Ahh bugs – can’t live with them, can’t live without them!
It’s a fact. Soil cannot be healthy and food cannot be grown with out microorganisms. Therefore, we cannot be healthy without bugs – of all sizes – except for the moment we will focus on the microscopic ones. Microorganisms or the micro-herd as organic gardeners call them include bacteria, fungi and other species. They are extremely diverse and they are everywhere – in water, in soil, in oceans, in air, in rocks and all living things.
The micro-herd are essential for growing food and nutrient. They enrich soil to deliver nutrients to the crops we grow and fix nitrogen in the soil. Nitrogen, in balance with other elements like carbon is essential for the healthy production of crops. Microbes on the roots of plant capture nitrogen and use it for plant growth. The nitrogen that is available in the atmosphere, precipitation, grasses, fertilizers, manures and crops that decay in the fields, is captured by the micro-herd and is transformed into plant food. We depend on these bacterial and fungal organisms to breakdown garden, lawn, food waste and other organic matter and turn it into compost.

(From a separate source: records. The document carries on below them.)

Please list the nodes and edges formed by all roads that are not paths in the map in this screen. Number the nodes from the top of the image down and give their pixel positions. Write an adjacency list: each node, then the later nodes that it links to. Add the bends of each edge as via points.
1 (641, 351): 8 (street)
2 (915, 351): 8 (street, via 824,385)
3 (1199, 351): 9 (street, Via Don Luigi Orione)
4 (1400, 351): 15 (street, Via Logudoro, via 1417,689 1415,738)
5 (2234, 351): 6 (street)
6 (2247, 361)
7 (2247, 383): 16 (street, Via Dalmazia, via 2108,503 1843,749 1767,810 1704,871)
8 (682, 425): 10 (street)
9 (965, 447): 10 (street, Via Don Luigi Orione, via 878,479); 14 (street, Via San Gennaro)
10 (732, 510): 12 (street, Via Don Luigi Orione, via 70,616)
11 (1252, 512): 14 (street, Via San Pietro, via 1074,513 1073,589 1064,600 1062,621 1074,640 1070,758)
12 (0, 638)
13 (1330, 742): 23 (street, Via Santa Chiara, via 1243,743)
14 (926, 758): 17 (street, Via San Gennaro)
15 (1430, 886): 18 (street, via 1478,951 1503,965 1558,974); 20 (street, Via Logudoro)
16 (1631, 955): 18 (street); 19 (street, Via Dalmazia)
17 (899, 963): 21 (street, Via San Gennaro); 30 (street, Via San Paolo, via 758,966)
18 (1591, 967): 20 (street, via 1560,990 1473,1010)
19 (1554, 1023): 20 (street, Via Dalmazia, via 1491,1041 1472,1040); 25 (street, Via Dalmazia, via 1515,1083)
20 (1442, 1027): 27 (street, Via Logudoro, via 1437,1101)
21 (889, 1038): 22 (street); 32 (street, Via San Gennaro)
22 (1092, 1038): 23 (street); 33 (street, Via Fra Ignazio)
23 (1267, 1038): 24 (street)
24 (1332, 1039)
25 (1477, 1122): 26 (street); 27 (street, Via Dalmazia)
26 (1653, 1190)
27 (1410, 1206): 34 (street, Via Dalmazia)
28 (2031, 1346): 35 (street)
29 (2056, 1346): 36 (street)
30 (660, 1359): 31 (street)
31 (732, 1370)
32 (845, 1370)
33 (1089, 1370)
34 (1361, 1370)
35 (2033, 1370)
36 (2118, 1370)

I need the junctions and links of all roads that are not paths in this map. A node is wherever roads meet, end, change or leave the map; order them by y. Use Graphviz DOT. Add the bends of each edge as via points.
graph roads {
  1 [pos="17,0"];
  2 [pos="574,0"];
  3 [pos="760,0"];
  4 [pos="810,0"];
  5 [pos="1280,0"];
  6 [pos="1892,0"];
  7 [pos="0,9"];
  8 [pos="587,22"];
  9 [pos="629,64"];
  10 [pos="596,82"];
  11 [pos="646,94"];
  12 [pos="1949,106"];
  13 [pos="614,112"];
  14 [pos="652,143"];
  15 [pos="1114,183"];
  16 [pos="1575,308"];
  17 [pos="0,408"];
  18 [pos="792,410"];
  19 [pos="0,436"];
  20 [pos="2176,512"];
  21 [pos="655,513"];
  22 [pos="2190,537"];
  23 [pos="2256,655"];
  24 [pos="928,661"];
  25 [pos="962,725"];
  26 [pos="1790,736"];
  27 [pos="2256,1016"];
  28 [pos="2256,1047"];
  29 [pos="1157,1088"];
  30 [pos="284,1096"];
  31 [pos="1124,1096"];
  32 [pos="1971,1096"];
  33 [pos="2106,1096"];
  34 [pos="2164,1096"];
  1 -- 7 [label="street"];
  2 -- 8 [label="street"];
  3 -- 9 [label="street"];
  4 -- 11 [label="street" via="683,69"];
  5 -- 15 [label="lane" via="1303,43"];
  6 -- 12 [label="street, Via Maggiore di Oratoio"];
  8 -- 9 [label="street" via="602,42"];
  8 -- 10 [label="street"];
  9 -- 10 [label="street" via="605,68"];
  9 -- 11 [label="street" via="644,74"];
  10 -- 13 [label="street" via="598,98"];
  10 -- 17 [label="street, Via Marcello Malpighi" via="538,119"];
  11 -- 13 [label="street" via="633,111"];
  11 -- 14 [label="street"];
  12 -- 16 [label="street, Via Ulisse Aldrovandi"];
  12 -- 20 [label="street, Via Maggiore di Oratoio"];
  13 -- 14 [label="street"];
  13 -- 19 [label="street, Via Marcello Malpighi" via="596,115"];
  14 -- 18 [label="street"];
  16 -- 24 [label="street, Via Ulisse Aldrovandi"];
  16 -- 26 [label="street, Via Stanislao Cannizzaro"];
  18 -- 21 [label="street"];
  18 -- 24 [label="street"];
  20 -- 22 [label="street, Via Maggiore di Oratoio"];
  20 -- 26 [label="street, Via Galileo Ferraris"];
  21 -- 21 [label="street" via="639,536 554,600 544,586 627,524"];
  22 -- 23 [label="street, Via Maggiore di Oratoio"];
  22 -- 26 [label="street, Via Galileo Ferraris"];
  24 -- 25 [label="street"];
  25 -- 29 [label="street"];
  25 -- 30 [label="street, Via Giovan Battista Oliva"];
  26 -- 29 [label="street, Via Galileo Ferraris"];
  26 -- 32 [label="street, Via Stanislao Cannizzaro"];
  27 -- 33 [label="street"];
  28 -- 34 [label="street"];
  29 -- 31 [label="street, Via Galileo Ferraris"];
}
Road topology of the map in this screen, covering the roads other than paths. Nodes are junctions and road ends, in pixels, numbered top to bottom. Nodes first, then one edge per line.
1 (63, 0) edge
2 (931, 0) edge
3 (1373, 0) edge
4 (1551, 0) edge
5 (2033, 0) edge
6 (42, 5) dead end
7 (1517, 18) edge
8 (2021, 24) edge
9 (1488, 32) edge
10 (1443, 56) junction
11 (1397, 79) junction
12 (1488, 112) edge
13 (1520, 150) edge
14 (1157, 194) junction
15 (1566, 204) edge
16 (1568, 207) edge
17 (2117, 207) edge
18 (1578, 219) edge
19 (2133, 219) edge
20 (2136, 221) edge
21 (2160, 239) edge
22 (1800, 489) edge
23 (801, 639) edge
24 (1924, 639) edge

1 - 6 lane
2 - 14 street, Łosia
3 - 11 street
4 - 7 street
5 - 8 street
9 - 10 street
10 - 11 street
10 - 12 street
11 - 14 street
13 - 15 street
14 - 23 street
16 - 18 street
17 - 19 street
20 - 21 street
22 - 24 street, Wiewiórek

Compost is a dark, pleasant – smelling valuable resource that is extremely beneficial for improving structure, drainage and moister control in the soil. It reduces soil erosion and water runoff. It allows roots to easily work through the soil. With compost which is produced by the interaction of the micro-herd with decaying organic material serves as as exceptional organic fertilizer needed to sustain the prolific growth and development of plants, crops, fruits and trees.
Compost made by the micro-heard helps make plants strong and disease resistant, purifies the soil, can help maintain proper pH and provides vast amounts of minerals. When composting, a proper balance of carbon producing brown material must be mixed with nitrogen releasing green material. While the carbons keep the microbes alive as they digest organic material, the nitrogen helps the microbes grow and thrive.
Although, bacteria are considered among the simplest of organisms their origins go as far back as 3,100 million years. Soil would be sterile without them and literally nothing would grow. Nitrogen from the air could not be transformed into plant food, and plants, animals and man could not survive. The number of bacteria needed t maintain life is mind boggling. Consider this – just one gram of garden soil may contain billions of bacteria and other microbes!